+++ Excerpted records

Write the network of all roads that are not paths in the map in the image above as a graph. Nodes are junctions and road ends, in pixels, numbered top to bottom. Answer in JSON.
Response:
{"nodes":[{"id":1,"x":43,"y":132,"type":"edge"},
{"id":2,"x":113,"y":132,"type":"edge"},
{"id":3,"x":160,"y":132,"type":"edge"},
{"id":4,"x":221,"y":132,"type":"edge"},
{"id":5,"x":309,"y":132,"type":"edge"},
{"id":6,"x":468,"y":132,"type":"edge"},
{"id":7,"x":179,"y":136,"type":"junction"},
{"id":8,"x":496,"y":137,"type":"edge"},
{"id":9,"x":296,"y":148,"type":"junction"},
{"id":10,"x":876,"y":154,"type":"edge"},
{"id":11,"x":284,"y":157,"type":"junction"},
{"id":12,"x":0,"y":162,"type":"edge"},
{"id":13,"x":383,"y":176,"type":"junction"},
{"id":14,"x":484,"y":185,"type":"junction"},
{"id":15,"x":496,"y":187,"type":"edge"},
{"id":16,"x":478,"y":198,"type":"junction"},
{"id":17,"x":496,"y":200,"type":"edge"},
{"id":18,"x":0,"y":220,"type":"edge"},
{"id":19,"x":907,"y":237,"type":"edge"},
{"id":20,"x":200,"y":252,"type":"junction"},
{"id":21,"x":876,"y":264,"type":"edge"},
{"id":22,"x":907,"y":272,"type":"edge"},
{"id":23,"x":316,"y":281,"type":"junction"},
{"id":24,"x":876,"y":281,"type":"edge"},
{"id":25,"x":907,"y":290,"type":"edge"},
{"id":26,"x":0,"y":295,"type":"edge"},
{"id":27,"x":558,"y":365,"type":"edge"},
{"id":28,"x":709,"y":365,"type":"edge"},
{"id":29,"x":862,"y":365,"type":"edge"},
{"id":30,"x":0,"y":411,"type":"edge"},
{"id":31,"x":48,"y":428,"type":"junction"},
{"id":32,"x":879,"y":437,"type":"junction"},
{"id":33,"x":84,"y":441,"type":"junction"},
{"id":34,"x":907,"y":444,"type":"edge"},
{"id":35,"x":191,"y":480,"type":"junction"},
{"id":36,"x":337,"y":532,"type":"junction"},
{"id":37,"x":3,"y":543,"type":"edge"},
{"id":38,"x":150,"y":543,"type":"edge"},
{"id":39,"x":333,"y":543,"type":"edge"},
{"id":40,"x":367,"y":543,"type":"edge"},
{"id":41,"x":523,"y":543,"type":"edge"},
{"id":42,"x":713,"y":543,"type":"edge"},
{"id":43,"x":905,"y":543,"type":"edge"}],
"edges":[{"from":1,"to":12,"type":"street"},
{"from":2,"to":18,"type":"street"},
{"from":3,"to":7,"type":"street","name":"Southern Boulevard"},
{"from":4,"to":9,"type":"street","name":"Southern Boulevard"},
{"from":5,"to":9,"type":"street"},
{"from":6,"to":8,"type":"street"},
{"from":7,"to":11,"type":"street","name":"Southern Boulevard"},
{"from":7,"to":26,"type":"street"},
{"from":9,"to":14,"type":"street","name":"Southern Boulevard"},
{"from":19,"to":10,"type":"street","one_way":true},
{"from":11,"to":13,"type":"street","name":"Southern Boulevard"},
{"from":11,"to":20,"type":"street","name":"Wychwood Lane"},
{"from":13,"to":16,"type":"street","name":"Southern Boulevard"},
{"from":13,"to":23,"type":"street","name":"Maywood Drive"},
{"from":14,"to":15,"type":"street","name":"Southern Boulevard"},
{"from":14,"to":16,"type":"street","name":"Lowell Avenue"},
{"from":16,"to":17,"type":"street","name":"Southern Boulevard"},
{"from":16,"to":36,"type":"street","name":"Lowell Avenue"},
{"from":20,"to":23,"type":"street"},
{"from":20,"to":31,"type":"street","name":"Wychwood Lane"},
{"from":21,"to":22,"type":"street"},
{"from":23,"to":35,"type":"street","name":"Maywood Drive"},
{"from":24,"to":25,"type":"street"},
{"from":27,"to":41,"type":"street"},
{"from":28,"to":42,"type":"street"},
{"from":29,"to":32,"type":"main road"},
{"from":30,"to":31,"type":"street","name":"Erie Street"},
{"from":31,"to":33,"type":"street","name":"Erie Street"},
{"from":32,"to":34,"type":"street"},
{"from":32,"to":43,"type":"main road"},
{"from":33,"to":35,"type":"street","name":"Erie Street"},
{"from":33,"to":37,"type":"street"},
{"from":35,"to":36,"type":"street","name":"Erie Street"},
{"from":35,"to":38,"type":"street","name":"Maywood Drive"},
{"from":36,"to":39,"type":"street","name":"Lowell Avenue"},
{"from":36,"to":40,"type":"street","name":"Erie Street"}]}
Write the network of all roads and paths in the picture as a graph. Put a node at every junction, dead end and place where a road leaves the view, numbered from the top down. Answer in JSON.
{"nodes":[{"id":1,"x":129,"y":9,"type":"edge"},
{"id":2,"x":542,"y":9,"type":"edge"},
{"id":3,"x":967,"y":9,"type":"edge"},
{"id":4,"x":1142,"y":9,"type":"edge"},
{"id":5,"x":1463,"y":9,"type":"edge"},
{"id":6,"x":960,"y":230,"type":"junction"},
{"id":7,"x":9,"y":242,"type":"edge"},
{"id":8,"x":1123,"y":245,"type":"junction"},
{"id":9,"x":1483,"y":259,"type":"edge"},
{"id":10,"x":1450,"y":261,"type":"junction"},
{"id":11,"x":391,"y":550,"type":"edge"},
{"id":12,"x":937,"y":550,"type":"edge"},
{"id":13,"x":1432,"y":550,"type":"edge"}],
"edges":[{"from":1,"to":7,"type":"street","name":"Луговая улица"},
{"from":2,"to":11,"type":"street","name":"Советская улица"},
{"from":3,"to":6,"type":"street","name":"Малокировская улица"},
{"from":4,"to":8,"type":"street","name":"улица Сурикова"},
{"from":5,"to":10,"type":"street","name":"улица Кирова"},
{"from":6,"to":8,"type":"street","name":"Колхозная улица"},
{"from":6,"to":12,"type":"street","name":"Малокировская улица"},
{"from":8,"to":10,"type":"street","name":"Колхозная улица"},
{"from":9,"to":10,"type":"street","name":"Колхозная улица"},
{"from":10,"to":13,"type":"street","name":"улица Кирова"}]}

++++++

Reproduce all entries. Keep them exact.

Write the network of all roads that are not paths in the map in the image above as a graph. Nodes are junctions and road ends, in pixels, numbered top to bottom. Answer in JSON.
Response:
{"nodes":[{"id":1,"x":43,"y":132,"type":"edge"},
{"id":2,"x":113,"y":132,"type":"edge"},
{"id":3,"x":160,"y":132,"type":"edge"},
{"id":4,"x":221,"y":132,"type":"edge"},
{"id":5,"x":309,"y":132,"type":"edge"},
{"id":6,"x":468,"y":132,"type":"edge"},
{"id":7,"x":179,"y":136,"type":"junction"},
{"id":8,"x":496,"y":137,"type":"edge"},
{"id":9,"x":296,"y":148,"type":"junction"},
{"id":10,"x":876,"y":154,"type":"edge"},
{"id":11,"x":284,"y":157,"type":"junction"},
{"id":12,"x":0,"y":162,"type":"edge"},
{"id":13,"x":383,"y":176,"type":"junction"},
{"id":14,"x":484,"y":185,"type":"junction"},
{"id":15,"x":496,"y":187,"type":"edge"},
{"id":16,"x":478,"y":198,"type":"junction"},
{"id":17,"x":496,"y":200,"type":"edge"},
{"id":18,"x":0,"y":220,"type":"edge"},
{"id":19,"x":907,"y":237,"type":"edge"},
{"id":20,"x":200,"y":252,"type":"junction"},
{"id":21,"x":876,"y":264,"type":"edge"},
{"id":22,"x":907,"y":272,"type":"edge"},
{"id":23,"x":316,"y":281,"type":"junction"},
{"id":24,"x":876,"y":281,"type":"edge"},
{"id":25,"x":907,"y":290,"type":"edge"},
{"id":26,"x":0,"y":295,"type":"edge"},
{"id":27,"x":558,"y":365,"type":"edge"},
{"id":28,"x":709,"y":365,"type":"edge"},
{"id":29,"x":862,"y":365,"type":"edge"},
{"id":30,"x":0,"y":411,"type":"edge"},
{"id":31,"x":48,"y":428,"type":"junction"},
{"id":32,"x":879,"y":437,"type":"junction"},
{"id":33,"x":84,"y":441,"type":"junction"},
{"id":34,"x":907,"y":444,"type":"edge"},
{"id":35,"x":191,"y":480,"type":"junction"},
{"id":36,"x":337,"y":532,"type":"junction"},
{"id":37,"x":3,"y":543,"type":"edge"},
{"id":38,"x":150,"y":543,"type":"edge"},
{"id":39,"x":333,"y":543,"type":"edge"},
{"id":40,"x":367,"y":543,"type":"edge"},
{"id":41,"x":523,"y":543,"type":"edge"},
{"id":42,"x":713,"y":543,"type":"edge"},
{"id":43,"x":905,"y":543,"type":"edge"}],
"edges":[{"from":1,"to":12,"type":"street"},
{"from":2,"to":18,"type":"street"},
{"from":3,"to":7,"type":"street","name":"Southern Boulevard"},
{"from":4,"to":9,"type":"street","name":"Southern Boulevard"},
{"from":5,"to":9,"type":"street"},
{"from":6,"to":8,"type":"street"},
{"from":7,"to":11,"type":"street","name":"Southern Boulevard"},
{"from":7,"to":26,"type":"street"},
{"from":9,"to":14,"type":"street","name":"Southern Boulevard"},
{"from":19,"to":10,"type":"street","one_way":true},
{"from":11,"to":13,"type":"street","name":"Southern Boulevard"},
{"from":11,"to":20,"type":"street","name":"Wychwood Lane"},
{"from":13,"to":16,"type":"street","name":"Southern Boulevard"},
{"from":13,"to":23,"type":"street","name":"Maywood Drive"},
{"from":14,"to":15,"type":"street","name":"Southern Boulevard"},
{"from":14,"to":16,"type":"street","name":"Lowell Avenue"},
{"from":16,"to":17,"type":"street","name":"Southern Boulevard"},
{"from":16,"to":36,"type":"street","name":"Lowell Avenue"},
{"from":20,"to":23,"type":"street"},
{"from":20,"to":31,"type":"street","name":"Wychwood Lane"},
{"from":21,"to":22,"type":"street"},
{"from":23,"to":35,"type":"street","name":"Maywood Drive"},
{"from":24,"to":25,"type":"street"},
{"from":27,"to":41,"type":"street"},
{"from":28,"to":42,"type":"street"},
{"from":29,"to":32,"type":"main road"},
{"from":30,"to":31,"type":"street","name":"Erie Street"},
{"from":31,"to":33,"type":"street","name":"Erie Street"},
{"from":32,"to":34,"type":"street"},
{"from":32,"to":43,"type":"main road"},
{"from":33,"to":35,"type":"street","name":"Erie Street"},
{"from":33,"to":37,"type":"street"},
{"from":35,"to":36,"type":"street","name":"Erie Street"},
{"from":35,"to":38,"type":"street","name":"Maywood Drive"},
{"from":36,"to":39,"type":"street","name":"Lowell Avenue"},
{"from":36,"to":40,"type":"street","name":"Erie Street"}]}
Write the network of all roads and paths in the picture as a graph. Put a node at every junction, dead end and place where a road leaves the view, numbered from the top down. Answer in JSON.
{"nodes":[{"id":1,"x":129,"y":9,"type":"edge"},
{"id":2,"x":542,"y":9,"type":"edge"},
{"id":3,"x":967,"y":9,"type":"edge"},
{"id":4,"x":1142,"y":9,"type":"edge"},
{"id":5,"x":1463,"y":9,"type":"edge"},
{"id":6,"x":960,"y":230,"type":"junction"},
{"id":7,"x":9,"y":242,"type":"edge"},
{"id":8,"x":1123,"y":245,"type":"junction"},
{"id":9,"x":1483,"y":259,"type":"edge"},
{"id":10,"x":1450,"y":261,"type":"junction"},
{"id":11,"x":391,"y":550,"type":"edge"},
{"id":12,"x":937,"y":550,"type":"edge"},
{"id":13,"x":1432,"y":550,"type":"edge"}],
"edges":[{"from":1,"to":7,"type":"street","name":"Луговая улица"},
{"from":2,"to":11,"type":"street","name":"Советская улица"},
{"from":3,"to":6,"type":"street","name":"Малокировская улица"},
{"from":4,"to":8,"type":"street","name":"улица Сурикова"},
{"from":5,"to":10,"type":"street","name":"улица Кирова"},
{"from":6,"to":8,"type":"street","name":"Колхозная улица"},
{"from":6,"to":12,"type":"street","name":"Малокировская улица"},
{"from":8,"to":10,"type":"street","name":"Колхозная улица"},
{"from":9,"to":10,"type":"street","name":"Колхозная улица"},
{"from":10,"to":13,"type":"street","name":"улица Кирова"}]}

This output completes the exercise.